EXERCISE MATERIALS:
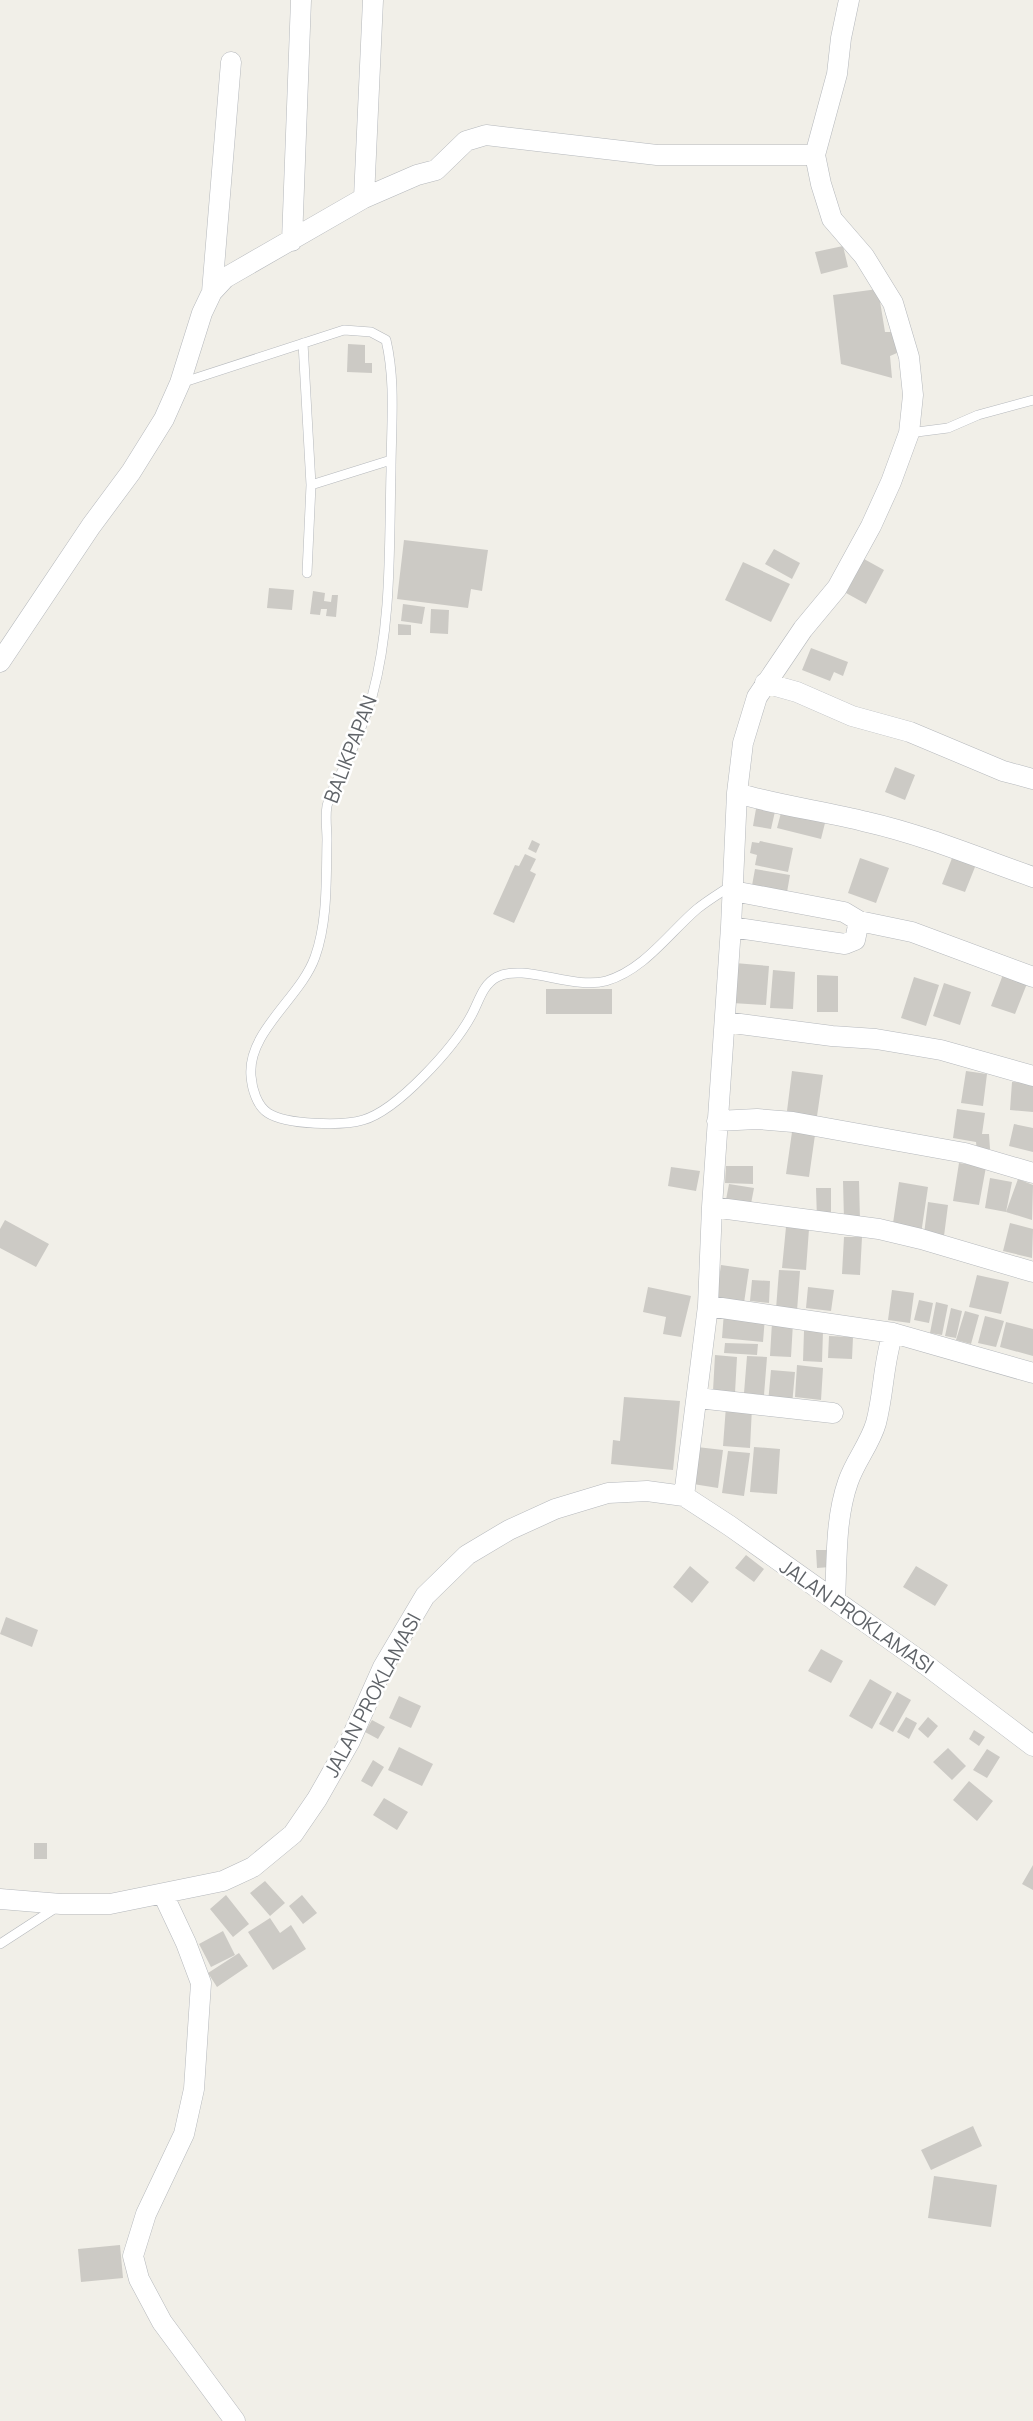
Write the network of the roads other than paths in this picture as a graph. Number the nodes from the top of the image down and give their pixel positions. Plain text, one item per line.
* * *
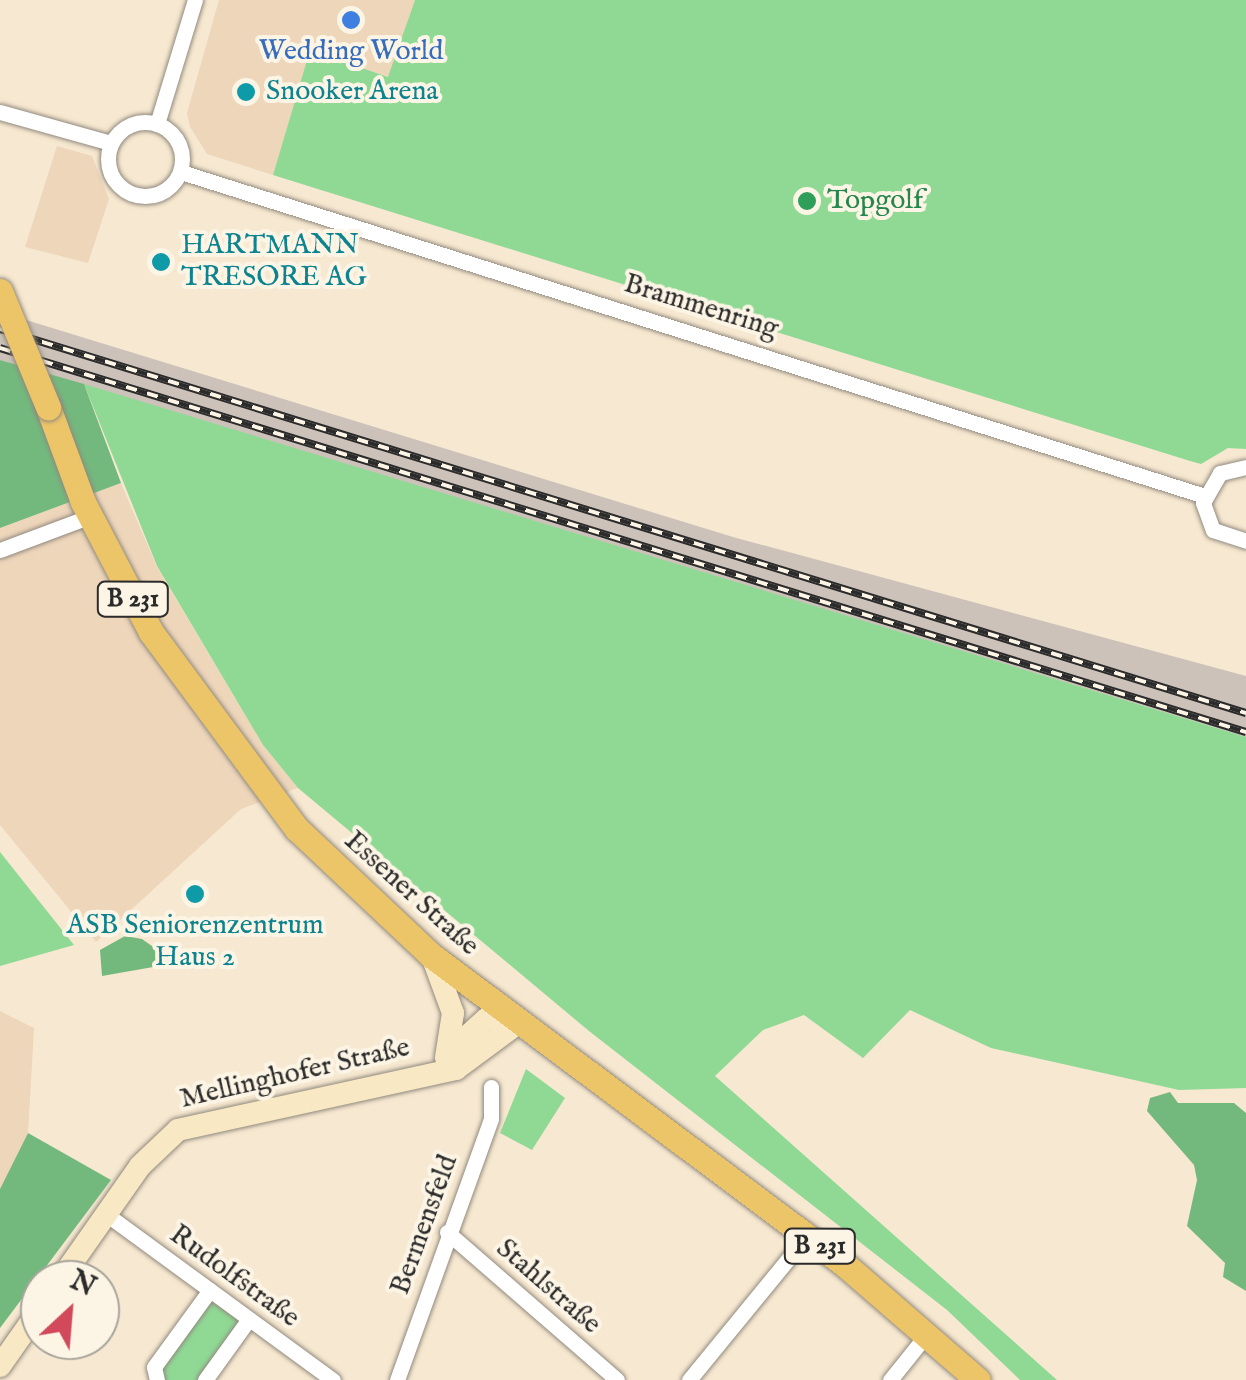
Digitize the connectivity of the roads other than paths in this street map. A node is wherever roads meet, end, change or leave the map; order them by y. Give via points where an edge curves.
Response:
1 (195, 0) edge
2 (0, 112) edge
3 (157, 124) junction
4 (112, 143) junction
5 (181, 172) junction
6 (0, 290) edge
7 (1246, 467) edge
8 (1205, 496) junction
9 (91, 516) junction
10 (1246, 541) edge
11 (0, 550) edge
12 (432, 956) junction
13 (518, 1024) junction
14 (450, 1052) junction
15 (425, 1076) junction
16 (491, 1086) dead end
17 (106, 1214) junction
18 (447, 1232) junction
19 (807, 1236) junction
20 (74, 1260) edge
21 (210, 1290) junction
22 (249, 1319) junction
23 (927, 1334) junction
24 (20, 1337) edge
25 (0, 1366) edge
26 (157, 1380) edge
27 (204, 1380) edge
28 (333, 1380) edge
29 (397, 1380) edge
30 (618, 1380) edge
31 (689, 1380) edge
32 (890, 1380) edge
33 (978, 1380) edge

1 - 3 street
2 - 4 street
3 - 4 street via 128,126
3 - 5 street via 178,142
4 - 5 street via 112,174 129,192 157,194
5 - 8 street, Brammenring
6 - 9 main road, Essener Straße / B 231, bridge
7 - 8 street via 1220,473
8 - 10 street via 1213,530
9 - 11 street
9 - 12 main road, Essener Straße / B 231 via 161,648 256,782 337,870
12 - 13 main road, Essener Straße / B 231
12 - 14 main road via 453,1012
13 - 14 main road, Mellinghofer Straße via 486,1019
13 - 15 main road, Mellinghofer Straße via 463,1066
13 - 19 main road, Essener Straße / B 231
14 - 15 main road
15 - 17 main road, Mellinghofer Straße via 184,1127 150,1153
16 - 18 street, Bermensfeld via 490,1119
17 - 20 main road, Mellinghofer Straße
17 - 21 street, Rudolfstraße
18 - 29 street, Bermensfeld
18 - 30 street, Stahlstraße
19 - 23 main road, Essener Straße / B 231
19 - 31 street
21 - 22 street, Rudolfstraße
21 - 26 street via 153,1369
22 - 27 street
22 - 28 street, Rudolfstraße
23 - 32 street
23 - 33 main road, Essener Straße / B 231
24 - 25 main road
---
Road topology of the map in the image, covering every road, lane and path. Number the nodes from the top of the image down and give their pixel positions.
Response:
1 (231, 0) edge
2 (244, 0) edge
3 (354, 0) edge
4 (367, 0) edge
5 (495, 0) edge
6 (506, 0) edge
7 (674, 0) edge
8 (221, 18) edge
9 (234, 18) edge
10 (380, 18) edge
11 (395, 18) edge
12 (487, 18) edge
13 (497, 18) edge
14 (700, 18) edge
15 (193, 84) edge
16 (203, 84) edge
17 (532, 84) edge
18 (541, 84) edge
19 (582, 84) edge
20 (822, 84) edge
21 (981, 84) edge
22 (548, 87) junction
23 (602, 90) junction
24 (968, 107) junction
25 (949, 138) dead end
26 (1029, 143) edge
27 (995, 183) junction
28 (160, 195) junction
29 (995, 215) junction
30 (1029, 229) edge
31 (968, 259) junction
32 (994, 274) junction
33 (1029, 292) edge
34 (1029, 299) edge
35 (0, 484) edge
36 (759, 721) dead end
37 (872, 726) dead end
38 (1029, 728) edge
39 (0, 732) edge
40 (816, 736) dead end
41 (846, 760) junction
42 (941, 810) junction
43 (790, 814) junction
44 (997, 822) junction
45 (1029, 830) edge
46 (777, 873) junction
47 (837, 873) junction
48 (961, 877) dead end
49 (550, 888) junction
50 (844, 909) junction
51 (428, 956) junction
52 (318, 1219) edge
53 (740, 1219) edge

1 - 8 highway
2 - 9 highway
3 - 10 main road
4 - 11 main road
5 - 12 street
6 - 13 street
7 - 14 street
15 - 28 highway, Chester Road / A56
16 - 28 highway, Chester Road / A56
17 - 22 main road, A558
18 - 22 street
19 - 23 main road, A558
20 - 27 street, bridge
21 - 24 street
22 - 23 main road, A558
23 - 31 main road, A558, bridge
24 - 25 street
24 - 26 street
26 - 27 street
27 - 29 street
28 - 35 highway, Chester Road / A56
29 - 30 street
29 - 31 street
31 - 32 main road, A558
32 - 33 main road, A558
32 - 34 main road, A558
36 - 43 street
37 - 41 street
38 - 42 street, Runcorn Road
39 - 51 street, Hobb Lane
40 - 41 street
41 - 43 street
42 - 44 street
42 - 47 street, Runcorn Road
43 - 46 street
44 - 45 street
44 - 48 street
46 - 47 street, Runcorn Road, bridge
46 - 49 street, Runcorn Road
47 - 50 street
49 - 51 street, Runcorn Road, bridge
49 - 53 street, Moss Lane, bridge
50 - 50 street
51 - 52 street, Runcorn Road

EXERCISE: Apply a filter to the listing above so that only lines with "other" are kept, and copy those lines.

PROBLEM SOLUTION:
Write the network of the roads other than paths in this picture as a graph. Number the nodes from the top of the image down and give their pixel positions. Plain text, one item per line.
Digitize the connectivity of the roads other than paths in this street map. A node is wherever roads meet, end, change or leave the map; order them by y. Give via points where an edge curves.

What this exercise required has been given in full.